В те радостные дни Пеллетье нашел текст, написанный швабом, с которым они имели удовольствие познакомиться в Амстердаме. В нем шваб излагал примерно то же самое, что рассказал им о визите Арчимбольди во фризский городок и об ужине с дамой-путешественницей в Буэнос-Айрес. Текст был опубликован в «Утреннем листке Рейтлингена» и отличался от рассказа лишь в одном: диалог дамы и Арчимбольди излагался там в ироничном, если не саркастичном ключе. Она спросила, откуда он родом. Арчимбольди ответил, что из Пруссии. Дама спросила, не дворянское ли у него имя. Арчимбольди ответил, что это вполне возможно. Дама тогда пробормотала его имя, «Бенно фон Арчимбольди», словно бы надкусывая золотую монету — не фальшивая ли. И тут же сказала: «Нет, я никогда не слышала это имя, зато вот эти,— тут она перечислила другие имена,— слышала. Не знакомы ли они господину Арчимбольди?» «Нет,— ответил тот,— в Пруссии я знаком лишь с лесами…»
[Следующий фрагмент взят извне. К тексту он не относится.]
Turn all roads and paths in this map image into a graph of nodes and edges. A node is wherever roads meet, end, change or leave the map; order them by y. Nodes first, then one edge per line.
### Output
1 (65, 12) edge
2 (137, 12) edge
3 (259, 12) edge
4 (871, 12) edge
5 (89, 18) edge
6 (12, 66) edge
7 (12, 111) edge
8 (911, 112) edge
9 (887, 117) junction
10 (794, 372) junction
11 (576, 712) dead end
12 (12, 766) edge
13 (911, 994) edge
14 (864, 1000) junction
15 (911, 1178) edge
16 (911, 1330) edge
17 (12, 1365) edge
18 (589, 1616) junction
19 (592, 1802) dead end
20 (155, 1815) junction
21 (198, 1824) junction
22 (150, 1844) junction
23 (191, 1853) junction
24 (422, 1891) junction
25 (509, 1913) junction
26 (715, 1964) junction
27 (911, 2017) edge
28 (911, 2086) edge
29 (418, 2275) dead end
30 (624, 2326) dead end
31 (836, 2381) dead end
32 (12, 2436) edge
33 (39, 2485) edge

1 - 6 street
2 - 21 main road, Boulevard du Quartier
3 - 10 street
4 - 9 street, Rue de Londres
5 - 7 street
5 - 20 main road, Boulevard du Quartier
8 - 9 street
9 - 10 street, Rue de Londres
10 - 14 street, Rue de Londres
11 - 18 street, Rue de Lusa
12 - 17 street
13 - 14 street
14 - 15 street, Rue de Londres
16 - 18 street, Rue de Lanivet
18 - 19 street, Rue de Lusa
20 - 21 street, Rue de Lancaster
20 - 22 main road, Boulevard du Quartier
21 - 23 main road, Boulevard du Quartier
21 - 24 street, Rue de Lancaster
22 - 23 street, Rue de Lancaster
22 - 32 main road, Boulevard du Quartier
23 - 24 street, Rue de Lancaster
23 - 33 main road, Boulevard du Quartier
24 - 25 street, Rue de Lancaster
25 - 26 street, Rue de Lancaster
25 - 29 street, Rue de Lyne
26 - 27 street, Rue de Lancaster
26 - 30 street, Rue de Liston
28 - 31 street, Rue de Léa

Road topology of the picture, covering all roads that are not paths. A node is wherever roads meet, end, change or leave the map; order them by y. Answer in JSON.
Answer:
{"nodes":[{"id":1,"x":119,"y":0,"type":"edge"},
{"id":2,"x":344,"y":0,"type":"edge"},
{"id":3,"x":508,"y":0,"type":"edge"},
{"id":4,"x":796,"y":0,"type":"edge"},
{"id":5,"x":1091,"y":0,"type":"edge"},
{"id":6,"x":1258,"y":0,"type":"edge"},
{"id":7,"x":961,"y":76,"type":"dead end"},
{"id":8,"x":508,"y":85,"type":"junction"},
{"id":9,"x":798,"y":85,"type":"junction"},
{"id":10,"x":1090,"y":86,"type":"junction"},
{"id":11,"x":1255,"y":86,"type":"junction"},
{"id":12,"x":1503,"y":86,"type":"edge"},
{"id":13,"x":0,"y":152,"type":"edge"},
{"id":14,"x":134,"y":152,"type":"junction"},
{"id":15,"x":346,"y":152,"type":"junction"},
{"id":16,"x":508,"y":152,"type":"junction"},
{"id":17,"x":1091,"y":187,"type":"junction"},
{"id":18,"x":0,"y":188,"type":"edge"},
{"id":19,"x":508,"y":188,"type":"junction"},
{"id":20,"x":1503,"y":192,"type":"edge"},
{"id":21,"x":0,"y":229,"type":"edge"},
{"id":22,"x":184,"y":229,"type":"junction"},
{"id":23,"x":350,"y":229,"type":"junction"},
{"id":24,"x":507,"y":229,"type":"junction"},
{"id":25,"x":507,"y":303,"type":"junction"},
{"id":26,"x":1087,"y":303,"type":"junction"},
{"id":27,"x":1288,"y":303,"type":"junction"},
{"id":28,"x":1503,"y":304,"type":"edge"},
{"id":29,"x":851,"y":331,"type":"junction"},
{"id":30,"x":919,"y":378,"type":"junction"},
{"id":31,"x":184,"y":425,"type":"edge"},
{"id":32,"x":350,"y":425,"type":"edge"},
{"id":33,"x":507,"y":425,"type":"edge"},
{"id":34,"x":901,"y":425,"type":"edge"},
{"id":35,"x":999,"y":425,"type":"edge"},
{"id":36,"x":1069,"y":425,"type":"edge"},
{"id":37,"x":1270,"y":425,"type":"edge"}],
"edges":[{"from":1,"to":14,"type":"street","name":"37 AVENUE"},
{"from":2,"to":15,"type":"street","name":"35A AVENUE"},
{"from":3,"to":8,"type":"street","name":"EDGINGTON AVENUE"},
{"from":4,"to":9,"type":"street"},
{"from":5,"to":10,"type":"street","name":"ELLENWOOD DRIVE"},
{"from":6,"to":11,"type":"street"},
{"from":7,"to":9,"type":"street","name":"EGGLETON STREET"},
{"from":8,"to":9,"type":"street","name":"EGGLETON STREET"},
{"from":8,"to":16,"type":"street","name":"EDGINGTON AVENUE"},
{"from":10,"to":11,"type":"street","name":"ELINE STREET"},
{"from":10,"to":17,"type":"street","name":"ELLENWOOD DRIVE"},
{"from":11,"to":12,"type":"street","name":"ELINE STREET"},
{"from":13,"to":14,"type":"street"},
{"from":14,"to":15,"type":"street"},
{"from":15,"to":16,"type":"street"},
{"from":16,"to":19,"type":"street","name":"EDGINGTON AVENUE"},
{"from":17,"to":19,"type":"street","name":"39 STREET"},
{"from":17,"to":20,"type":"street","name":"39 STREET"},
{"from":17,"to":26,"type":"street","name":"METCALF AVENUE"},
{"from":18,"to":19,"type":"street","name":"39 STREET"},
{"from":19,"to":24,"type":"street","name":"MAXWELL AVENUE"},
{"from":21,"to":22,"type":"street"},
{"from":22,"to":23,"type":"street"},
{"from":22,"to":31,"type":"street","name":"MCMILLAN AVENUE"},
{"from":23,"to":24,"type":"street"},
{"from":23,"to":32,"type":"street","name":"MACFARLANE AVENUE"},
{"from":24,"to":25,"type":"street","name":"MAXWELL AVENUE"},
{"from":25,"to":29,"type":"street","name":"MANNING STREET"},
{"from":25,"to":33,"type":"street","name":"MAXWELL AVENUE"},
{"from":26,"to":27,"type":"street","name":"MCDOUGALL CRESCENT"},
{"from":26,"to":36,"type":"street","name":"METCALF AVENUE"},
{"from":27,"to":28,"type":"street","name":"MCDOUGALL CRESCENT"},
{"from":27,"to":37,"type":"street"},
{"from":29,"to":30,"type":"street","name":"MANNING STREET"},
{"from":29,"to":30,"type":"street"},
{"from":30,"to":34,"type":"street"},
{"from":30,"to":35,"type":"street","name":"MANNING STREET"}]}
— И тем не менее ваше имя — итальянского происхождения,— сказала сеньора.
— Французского,— ответил Арчимбольди,— мы ведем род от французских гугенотов.
Дама над этим ответом посмеялась. Раньше она была красавицей, писал шваб. Она и тогда, в полутьме таверны, казалась красивой, хотя, когда смеялась, у нее соскакивала вставная челюсть и ей приходилось поправлять ее рукой. Тем не менее даже это движение выходило у нее весьма элегантным. Дама вела себя с рыбаками и с крестьянами с естественностью, на которую можно было ответить лишь уважением и любовью. Она овдовела много лет тому назад. Временами отправлялась в верховую прогулку по дюнам. А иногда подолгу странствовала по местным дорогам, исхлестанным ветром с Северного моря.
Когда однажды за завтраком в гостинице, перед прогулкой по Зальцбургу, Пеллетье завел разговор с тремя друзьями о статье шваба, обнаружились серьезные расхождения во мнениях и интерпретациях.
Эспиноса — ну и сам Пеллетье — полагали, что шваб, скорее всего, был любовником дамы в то время, когда Арчимбольди приехал к ним со своими чтениями. Нортон же считала, что шваб рассказывает эту историю каждый раз по-разному — в зависимости от перепадов настроения и типа аудитории — и, что вполне возможно, уже сам не помнит, кто что сказал тем знаменательным вечером. А вот Морини решил, что шваб — о ужас, о кошмар! — двойник Арчимбольди, его брат-близнец, образ, который время и случай постепенно превращают в негатив проявленной фотографии, фотографии, которая постепенно растет, набирается силы, душит весом, но тем не менее не теряет связи, приковывающей ее к негативу (а с тем происходит все наоборот), но негатив по сути своей — точно такой же, как и проявленная фотография: оба достигли юношеского возраста в жуткие варварские годы владычества Гитлера, оба ветераны Второй мировой войны, оба писатели, оба граждане страны-банкрота, оба люди без гроша в кармане, сдавшиеся на милость судьбы,— вот такими они друг друга видят, когда вдруг встречаются и (жуть какая!) узнают друг друга: Арчимбольди — помирающий с голоду романист, шваб — «ответственный за культуру» в городишке, в котором точно никому не было дела до этой самой культуры.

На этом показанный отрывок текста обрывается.